Without any pictures, restate the full set of records below exactly.

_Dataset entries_
════════════════

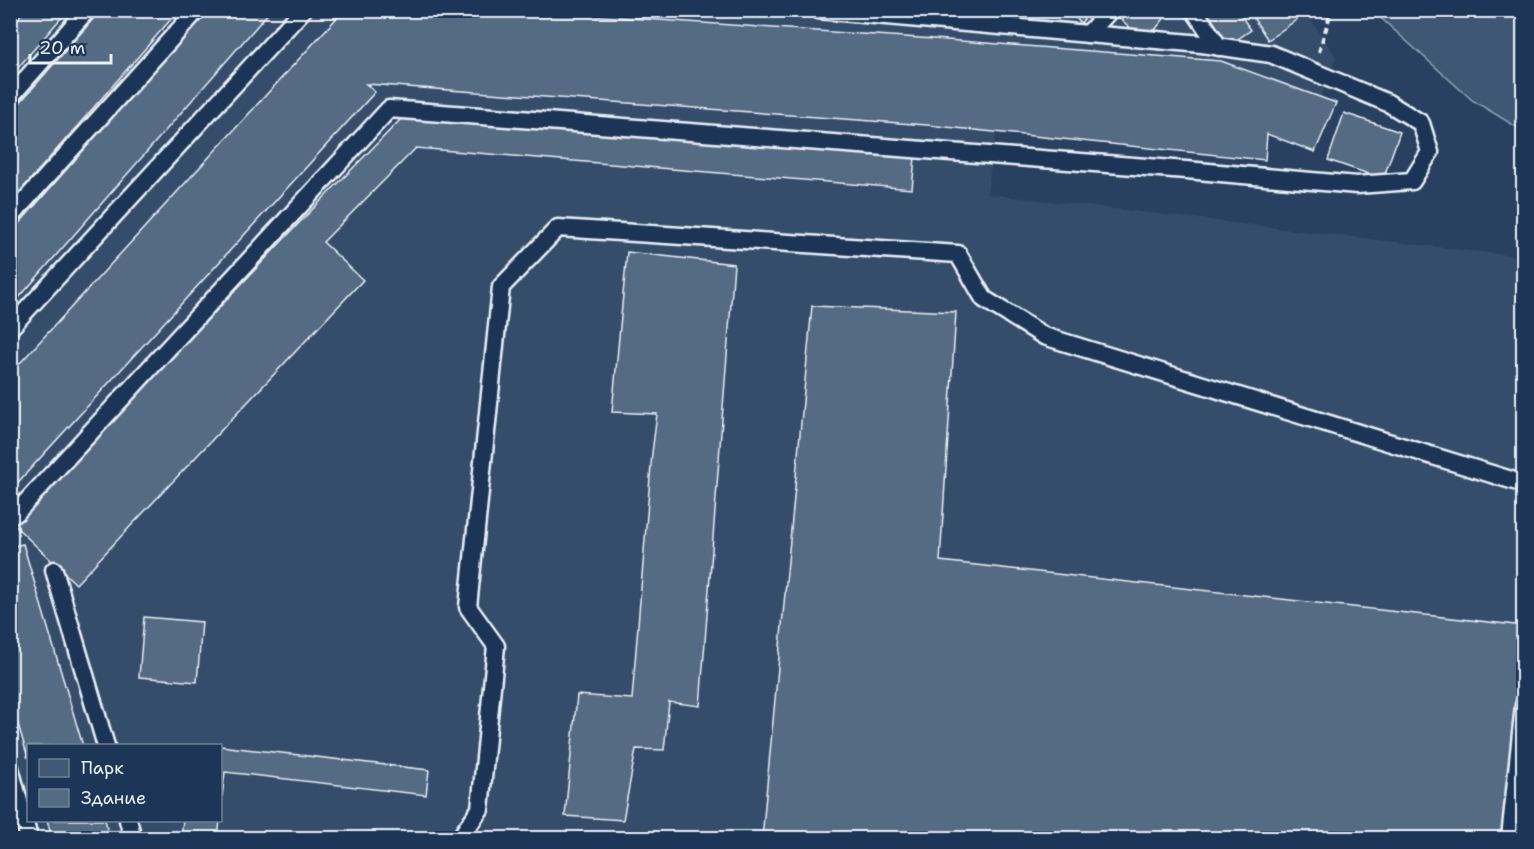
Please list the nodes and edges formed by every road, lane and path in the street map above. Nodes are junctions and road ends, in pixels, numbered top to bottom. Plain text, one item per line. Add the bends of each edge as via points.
1 (87, 10) edge
2 (196, 10) edge
3 (303, 10) edge
4 (818, 10) edge
5 (1001, 10) edge
6 (1110, 10) edge
7 (1194, 10) edge
8 (1328, 10) edge
9 (884, 13) edge
10 (988, 26) junction
11 (1088, 34) junction
12 (1219, 47) junction
13 (1313, 72) junction
14 (10, 97) edge
15 (10, 217) edge
16 (10, 328) edge
17 (1524, 484) edge
18 (10, 514) edge
19 (54, 570) dead end
20 (1524, 705) edge
21 (105, 744) edge
22 (10, 768) edge
23 (129, 822) edge
24 (29, 838) edge
25 (133, 838) edge
26 (460, 838) edge
27 (1510, 838) edge

1 - 14 lane
2 - 15 lane
3 - 16 lane
4 - 9 lane
5 - 10 lane
6 - 11 lane
7 - 12 lane
8 - 13 path via 1330,15
9 - 10 lane
10 - 11 lane
11 - 12 lane
12 - 13 lane via 1271,54
13 - 18 lane via 1388,104 1421,123 1430,152 1412,181 1357,185 389,109 16,513
17 - 26 lane via 1044,336 984,299 958,254 558,228 501,287 468,607 496,645 480,809
19 - 21 lane
20 - 27 lane
22 - 24 lane
23 - 25 lane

════════════════

_Answer for this exercise_
Please list the nodes and edges formed by every road, lane and path in the street map above. Nodes are junctions and road ends, in pixels, numbered top to bottom. Plain text, one item per line. Add the bends of each edge as via points.
1 (87, 10) edge
2 (196, 10) edge
3 (303, 10) edge
4 (818, 10) edge
5 (1001, 10) edge
6 (1110, 10) edge
7 (1194, 10) edge
8 (1328, 10) edge
9 (884, 13) edge
10 (988, 26) junction
11 (1088, 34) junction
12 (1219, 47) junction
13 (1313, 72) junction
14 (10, 97) edge
15 (10, 217) edge
16 (10, 328) edge
17 (1524, 484) edge
18 (10, 514) edge
19 (54, 570) dead end
20 (1524, 705) edge
21 (105, 744) edge
22 (10, 768) edge
23 (129, 822) edge
24 (29, 838) edge
25 (133, 838) edge
26 (460, 838) edge
27 (1510, 838) edge

1 - 14 lane
2 - 15 lane
3 - 16 lane
4 - 9 lane
5 - 10 lane
6 - 11 lane
7 - 12 lane
8 - 13 path via 1330,15
9 - 10 lane
10 - 11 lane
11 - 12 lane
12 - 13 lane via 1271,54
13 - 18 lane via 1388,104 1421,123 1430,152 1412,181 1357,185 389,109 16,513
17 - 26 lane via 1044,336 984,299 958,254 558,228 501,287 468,607 496,645 480,809
19 - 21 lane
20 - 27 lane
22 - 24 lane
23 - 25 lane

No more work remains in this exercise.